Gov. Abbott to end $300-a-week federal jobless benefit for Texans
AUSTIN, Texas — Gov. Greg Abbott told the U.S. Department of Labor on Monday that the state of Texas will opt out of further federal unemployment compensation related to the Covid-19 pandemic.
According to ABC affiliate KTRK, the benefits will be discontinued starting June 26, meaning Texans will no longer see the $300 weekly unemployment supplement from the Federal Pandemic Unemployment Compensation program.

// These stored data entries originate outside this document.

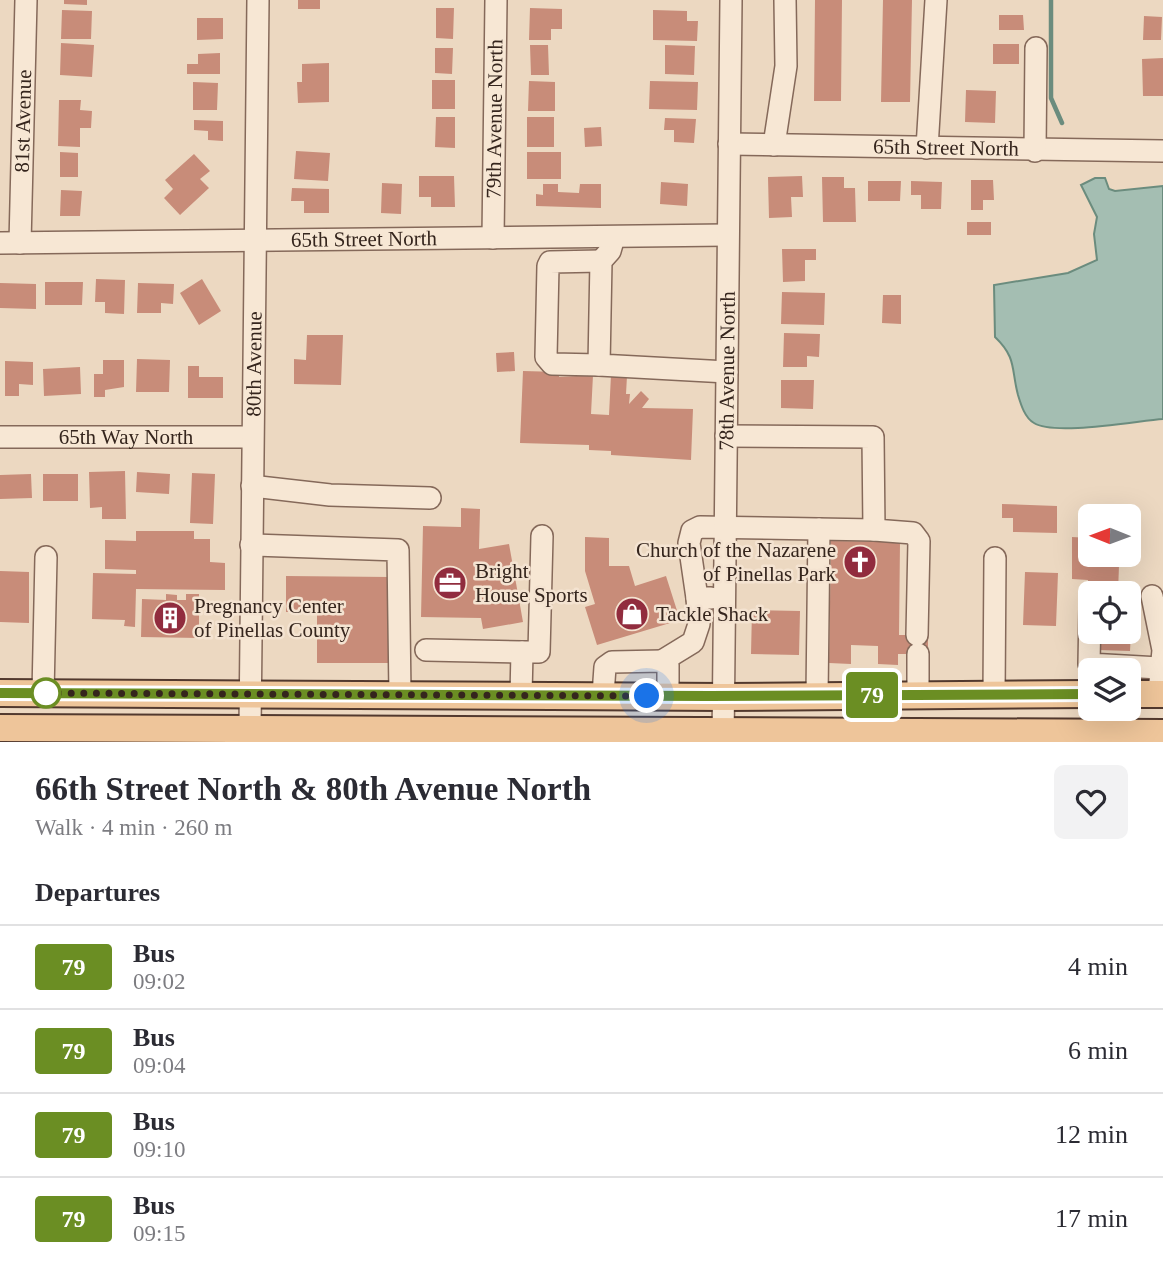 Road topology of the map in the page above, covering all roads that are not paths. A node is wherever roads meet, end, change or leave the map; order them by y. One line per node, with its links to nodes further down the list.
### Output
1 (26, 0): 17 (street, 81st Avenue)
2 (258, 0): 16 (street, 80th Avenue)
3 (496, 0): 15 (street, 79th Avenue North)
4 (731, 0): 8 (street, 78th Avenue North)
5 (785, 0): 9 (street)
6 (936, 0): 10 (street)
7 (1035, 48): 11 (street)
8 (729, 144): 9 (street, 65th Street North); 13 (street, 78th Avenue North)
9 (774, 145): 10 (street, 65th Street North)
10 (927, 148): 11 (street, 65th Street North)
11 (1035, 151): 12 (street, 65th Street North)
12 (1163, 151)
13 (727, 235): 14 (street, 65th Street North); 20 (street, 78th Avenue North)
14 (614, 237): 15 (street, 65th Street North); 18 (street)
15 (493, 238): 16 (street, 65th Street North)
16 (255, 242): 17 (street, 65th Street North); 23 (street, 80th Avenue)
17 (10, 243)
18 (601, 261): 19 (street); 19 (street)
19 (599, 365): 20 (street)
20 (727, 372): 21 (street, 78th Avenue North)
21 (726, 436): 26 (street, 78th Avenue North); 28 (street)
22 (0, 437): 23 (street, 65th Way North)
23 (252, 437): 24 (street, 80th Avenue)
24 (252, 486): 25 (street); 30 (street, 80th Avenue)
25 (430, 498)
26 (726, 528): 27 (street); 34 (street); 35 (street, 78th Avenue North)
27 (819, 529): 28 (street); 54 (street)
28 (874, 530): 50 (street)
29 (542, 536): 38 (street)
30 (251, 545): 41 (street, 80th Avenue); 44 (street)
31 (46, 557): 43 (street)
32 (995, 558): 51 (street)
33 (1152, 596): 40 (street)
34 (697, 598): 35 (street); 39 (street)
35 (725, 598): 53 (street, 78th Avenue North)
36 (1089, 644): 40 (street)
37 (426, 650): 38 (street)
38 (522, 652): 48 (street)
39 (662, 661): 49 (street); 52 (street)
40 (1159, 668): 47 (street)
41 (250, 692): 43 (main road); 44 (main road); 56 (street, 80th Avenue)
42 (0, 693): 43 (main road)
43 (43, 693)
44 (400, 694): 48 (main road)
45 (1078, 694): 51 (main road)
46 (1141, 694): 47 (main road)
47 (1162, 694)
48 (521, 695): 49 (main road)
49 (603, 695): 52 (main road)
50 (918, 695): 51 (main road); 54 (main road)
51 (993, 695)
52 (668, 696): 53 (main road)
53 (725, 696): 54 (main road); 60 (street, 78th Avenue North)
54 (817, 696)
55 (0, 728): 56 (main road)
56 (250, 728): 60 (main road)
57 (1163, 733): 61 (main road)
58 (855, 736): 59 (main road); 60 (main road)
59 (965, 736): 61 (main road)
60 (724, 737)
61 (1035, 737)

“The Texas economy is booming and employers are hiring in communities throughout the state,” said Abbott. “According to the Texas Workforce Commission, the number of job openings in Texas is almost identical to the number of Texans who are receiving unemployment benefits. That assessment does not include the voluminous jobs that typically are not listed, like construction and restaurant jobs. In fact, there are nearly 60% more jobs open in Texas today than there was in February 2020, the month before the Pandemic hit Texas.”
The governor cited TWC data that showed nearly 45% of the jobs posted are offering wages more than $15.50 per hour. In addition, approximately 76% pay more than $11.50 per hour, the data added.
The governor said he has shifted his focus to help unemployed Texans connect with more than a million job openings.
TWC estimates that nearly 18% of all claims for unemployment benefits during the pandemic are confirmed or suspected to be fraudulent, which totals more than 800,000 claims, worth as much as $10.4 billion, if all claims had been paid.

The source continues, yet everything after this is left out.